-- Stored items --
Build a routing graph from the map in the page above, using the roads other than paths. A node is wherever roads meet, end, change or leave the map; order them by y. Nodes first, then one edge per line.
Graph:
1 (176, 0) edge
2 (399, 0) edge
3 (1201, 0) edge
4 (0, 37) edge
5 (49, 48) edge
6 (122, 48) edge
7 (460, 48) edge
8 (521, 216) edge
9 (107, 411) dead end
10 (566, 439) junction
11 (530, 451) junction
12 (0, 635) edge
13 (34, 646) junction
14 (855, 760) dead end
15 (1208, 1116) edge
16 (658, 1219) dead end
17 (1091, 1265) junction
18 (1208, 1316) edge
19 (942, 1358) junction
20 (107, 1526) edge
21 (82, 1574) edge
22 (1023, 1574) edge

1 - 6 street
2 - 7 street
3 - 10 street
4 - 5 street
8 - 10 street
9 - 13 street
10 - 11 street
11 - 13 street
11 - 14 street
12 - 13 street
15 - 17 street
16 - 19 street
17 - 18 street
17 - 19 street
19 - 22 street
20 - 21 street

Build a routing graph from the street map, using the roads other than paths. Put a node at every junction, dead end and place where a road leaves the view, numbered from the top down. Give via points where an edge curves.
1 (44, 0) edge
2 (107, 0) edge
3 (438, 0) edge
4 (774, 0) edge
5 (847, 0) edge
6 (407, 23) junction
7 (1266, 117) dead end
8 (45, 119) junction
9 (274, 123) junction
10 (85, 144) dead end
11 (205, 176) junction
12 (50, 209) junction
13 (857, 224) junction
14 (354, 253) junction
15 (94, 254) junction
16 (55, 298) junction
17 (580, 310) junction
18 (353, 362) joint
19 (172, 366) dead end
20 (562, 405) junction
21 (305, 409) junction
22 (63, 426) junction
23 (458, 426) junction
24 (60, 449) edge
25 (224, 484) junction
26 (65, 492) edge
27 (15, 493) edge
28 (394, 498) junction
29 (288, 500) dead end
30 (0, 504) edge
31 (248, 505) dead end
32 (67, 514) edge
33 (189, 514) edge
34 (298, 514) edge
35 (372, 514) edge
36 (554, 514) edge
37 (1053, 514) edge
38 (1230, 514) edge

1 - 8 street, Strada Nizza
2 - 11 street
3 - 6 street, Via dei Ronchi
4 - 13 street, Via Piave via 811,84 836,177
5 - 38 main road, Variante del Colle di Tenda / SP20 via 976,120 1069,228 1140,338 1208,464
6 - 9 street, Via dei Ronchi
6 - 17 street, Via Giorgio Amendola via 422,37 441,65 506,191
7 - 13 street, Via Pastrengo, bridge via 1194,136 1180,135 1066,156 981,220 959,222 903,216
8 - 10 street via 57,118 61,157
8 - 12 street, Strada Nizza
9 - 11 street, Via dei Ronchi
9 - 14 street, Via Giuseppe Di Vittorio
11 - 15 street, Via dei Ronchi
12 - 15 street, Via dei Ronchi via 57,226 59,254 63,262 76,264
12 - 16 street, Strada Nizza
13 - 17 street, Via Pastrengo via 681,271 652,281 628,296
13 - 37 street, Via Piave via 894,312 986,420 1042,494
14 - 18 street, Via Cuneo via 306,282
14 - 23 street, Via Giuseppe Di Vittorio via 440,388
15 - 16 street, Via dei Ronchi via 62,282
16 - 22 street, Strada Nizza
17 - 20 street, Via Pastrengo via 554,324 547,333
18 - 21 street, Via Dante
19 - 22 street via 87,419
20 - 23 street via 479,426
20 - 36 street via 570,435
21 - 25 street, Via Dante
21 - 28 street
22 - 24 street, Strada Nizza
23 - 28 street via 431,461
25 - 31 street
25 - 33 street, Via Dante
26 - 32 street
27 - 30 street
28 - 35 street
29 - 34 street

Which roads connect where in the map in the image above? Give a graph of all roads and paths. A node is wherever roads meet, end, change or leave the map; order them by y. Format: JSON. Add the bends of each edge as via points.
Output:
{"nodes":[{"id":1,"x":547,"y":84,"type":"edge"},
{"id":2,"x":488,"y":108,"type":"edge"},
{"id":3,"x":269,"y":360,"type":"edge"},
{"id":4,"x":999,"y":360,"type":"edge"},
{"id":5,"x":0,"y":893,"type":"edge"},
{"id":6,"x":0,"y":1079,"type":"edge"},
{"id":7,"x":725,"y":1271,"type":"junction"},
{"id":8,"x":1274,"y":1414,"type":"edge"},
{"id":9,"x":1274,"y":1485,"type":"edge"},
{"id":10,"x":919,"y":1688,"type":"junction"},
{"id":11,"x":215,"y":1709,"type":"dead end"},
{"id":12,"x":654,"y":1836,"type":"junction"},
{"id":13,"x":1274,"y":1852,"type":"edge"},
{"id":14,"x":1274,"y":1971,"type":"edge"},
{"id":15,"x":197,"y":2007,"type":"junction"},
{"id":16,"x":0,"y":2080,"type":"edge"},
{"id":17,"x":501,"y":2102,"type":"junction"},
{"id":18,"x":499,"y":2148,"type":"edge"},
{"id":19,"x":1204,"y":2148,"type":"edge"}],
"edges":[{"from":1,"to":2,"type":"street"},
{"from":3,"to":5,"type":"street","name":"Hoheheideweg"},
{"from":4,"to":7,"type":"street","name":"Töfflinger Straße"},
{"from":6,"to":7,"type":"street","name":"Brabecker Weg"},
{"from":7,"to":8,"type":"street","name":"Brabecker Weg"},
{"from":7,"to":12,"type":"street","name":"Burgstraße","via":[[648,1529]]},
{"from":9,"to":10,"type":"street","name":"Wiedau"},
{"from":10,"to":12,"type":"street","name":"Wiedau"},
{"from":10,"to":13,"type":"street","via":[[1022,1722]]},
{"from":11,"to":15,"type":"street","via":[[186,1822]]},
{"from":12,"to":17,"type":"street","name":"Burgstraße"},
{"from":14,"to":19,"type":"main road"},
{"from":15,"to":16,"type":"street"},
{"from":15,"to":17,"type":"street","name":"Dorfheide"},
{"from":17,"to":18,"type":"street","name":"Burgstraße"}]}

-- EXERCISE BRIEF --
Go through the records above and return each line in which the word "Brabecker" occurs.

-- SOLUTION --
{"from":6,"to":7,"type":"street","name":"Brabecker Weg"},
{"from":7,"to":8,"type":"street","name":"Brabecker Weg"},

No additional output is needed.